**Extracted information:**

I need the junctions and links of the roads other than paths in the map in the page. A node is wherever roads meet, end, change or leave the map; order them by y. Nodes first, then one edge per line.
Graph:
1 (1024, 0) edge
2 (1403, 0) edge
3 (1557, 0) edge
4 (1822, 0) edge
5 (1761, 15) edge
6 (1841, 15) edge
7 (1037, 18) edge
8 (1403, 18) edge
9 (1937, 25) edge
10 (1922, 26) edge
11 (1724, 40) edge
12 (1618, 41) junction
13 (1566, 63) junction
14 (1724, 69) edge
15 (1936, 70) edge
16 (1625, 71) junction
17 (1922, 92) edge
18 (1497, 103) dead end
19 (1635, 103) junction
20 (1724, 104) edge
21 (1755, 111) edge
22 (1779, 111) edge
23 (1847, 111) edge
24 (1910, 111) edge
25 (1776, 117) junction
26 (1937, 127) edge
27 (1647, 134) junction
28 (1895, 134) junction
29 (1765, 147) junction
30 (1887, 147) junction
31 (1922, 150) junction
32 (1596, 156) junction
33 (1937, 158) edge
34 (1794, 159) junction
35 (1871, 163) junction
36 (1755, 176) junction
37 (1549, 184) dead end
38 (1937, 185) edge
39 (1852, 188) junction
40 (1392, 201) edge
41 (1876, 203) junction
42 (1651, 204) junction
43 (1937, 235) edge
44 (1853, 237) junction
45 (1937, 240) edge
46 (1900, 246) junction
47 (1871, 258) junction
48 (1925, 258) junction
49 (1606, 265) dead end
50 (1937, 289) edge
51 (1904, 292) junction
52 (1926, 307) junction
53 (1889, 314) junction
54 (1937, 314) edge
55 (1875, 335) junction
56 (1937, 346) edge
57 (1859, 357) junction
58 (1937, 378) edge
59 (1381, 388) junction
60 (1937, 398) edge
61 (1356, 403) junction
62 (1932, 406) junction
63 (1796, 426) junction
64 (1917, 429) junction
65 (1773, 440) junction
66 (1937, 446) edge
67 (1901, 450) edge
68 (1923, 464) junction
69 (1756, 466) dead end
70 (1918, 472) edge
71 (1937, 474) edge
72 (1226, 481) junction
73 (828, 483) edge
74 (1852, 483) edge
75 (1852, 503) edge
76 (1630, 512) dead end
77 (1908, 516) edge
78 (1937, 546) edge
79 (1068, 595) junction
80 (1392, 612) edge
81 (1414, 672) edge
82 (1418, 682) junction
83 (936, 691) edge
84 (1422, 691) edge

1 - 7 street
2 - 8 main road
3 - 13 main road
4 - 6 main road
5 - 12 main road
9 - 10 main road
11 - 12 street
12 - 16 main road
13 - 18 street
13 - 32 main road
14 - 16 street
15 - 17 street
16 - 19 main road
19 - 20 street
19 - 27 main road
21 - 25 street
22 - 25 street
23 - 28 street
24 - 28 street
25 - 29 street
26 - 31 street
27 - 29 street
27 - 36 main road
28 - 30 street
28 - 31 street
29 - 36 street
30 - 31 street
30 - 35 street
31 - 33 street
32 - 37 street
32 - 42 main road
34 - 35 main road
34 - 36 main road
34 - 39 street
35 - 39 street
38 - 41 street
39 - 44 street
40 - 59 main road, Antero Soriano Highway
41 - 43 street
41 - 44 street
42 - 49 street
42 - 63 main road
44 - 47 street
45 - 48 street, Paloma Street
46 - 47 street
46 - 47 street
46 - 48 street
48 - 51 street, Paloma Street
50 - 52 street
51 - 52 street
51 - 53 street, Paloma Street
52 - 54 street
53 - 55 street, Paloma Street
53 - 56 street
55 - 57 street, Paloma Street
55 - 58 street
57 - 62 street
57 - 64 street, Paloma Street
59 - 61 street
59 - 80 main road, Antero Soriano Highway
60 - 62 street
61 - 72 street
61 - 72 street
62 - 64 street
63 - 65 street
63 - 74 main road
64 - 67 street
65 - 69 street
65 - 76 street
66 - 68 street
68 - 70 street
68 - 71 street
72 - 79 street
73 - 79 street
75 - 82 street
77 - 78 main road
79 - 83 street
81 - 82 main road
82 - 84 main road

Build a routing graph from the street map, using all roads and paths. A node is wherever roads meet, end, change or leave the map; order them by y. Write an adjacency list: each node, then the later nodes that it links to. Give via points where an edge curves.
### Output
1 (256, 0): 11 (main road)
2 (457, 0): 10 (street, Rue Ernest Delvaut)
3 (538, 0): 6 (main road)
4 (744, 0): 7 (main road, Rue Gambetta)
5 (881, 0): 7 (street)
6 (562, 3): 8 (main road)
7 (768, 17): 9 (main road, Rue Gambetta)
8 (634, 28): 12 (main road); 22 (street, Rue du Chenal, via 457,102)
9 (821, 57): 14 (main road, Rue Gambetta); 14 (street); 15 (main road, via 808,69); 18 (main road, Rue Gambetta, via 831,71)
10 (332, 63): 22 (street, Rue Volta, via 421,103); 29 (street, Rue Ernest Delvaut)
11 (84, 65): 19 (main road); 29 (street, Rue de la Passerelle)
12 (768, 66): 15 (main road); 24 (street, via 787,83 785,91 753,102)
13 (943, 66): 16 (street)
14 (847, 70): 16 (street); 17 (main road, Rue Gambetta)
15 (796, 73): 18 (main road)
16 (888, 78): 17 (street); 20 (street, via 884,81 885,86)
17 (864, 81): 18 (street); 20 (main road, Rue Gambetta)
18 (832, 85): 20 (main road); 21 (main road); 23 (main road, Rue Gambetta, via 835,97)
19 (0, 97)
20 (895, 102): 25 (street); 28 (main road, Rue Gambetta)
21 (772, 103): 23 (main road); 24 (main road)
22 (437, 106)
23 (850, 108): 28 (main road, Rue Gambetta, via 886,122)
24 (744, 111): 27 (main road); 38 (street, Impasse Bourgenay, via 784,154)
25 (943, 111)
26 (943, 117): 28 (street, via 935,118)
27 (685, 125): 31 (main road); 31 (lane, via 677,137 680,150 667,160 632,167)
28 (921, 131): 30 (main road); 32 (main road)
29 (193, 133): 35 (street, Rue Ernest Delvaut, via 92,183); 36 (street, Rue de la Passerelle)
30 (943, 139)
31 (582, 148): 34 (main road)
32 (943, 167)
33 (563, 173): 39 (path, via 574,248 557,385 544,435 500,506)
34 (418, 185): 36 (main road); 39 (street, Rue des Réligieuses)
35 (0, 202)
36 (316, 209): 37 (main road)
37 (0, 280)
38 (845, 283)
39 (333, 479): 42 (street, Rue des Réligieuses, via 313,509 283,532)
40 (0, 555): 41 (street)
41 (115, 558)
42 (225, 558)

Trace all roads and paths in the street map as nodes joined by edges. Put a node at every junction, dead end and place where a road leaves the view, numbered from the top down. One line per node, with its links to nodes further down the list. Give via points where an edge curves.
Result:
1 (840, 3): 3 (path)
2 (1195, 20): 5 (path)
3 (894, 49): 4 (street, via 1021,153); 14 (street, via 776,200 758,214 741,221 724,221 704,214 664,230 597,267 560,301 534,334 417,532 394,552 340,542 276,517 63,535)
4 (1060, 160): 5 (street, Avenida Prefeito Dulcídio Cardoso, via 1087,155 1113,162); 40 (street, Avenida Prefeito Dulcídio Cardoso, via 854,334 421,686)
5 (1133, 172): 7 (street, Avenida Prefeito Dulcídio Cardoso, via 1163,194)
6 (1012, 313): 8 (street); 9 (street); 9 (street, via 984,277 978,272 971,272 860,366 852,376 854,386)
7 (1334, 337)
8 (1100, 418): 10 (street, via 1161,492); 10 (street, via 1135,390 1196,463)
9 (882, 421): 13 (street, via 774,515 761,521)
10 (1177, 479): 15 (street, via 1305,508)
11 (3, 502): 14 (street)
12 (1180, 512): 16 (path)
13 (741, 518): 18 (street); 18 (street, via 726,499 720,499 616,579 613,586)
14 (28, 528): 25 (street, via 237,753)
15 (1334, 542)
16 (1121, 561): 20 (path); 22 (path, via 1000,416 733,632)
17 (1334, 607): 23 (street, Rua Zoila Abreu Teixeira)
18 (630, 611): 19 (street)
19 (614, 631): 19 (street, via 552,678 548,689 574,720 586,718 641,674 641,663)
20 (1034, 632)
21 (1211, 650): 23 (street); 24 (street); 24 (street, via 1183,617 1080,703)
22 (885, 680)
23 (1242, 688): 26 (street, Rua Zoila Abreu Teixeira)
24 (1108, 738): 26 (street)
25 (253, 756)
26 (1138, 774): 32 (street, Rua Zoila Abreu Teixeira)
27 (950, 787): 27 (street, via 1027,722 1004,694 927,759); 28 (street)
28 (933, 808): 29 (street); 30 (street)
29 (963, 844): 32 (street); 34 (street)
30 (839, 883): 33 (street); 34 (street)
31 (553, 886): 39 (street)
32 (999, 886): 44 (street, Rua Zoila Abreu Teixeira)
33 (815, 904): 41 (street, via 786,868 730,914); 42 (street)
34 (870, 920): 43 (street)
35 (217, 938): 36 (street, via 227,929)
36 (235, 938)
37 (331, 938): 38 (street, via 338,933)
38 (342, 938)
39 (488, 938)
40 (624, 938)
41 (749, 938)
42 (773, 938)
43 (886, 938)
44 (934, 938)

**What is being asked:**
Each line in the data that holds the string "points" must be returned.

**Answer to the exercise:**
Build a routing graph from the street map, using all roads and paths. A node is wherever roads meet, end, change or leave the map; order them by y. Write an adjacency list: each node, then the later nodes that it links to. Give via points where an edge curves.
Trace all roads and paths in the street map as nodes joined by edges. Put a node at every junction, dead end and place where a road leaves the view, numbered from the top down. One line per node, with its links to nodes further down the list. Give via points where an edge curves.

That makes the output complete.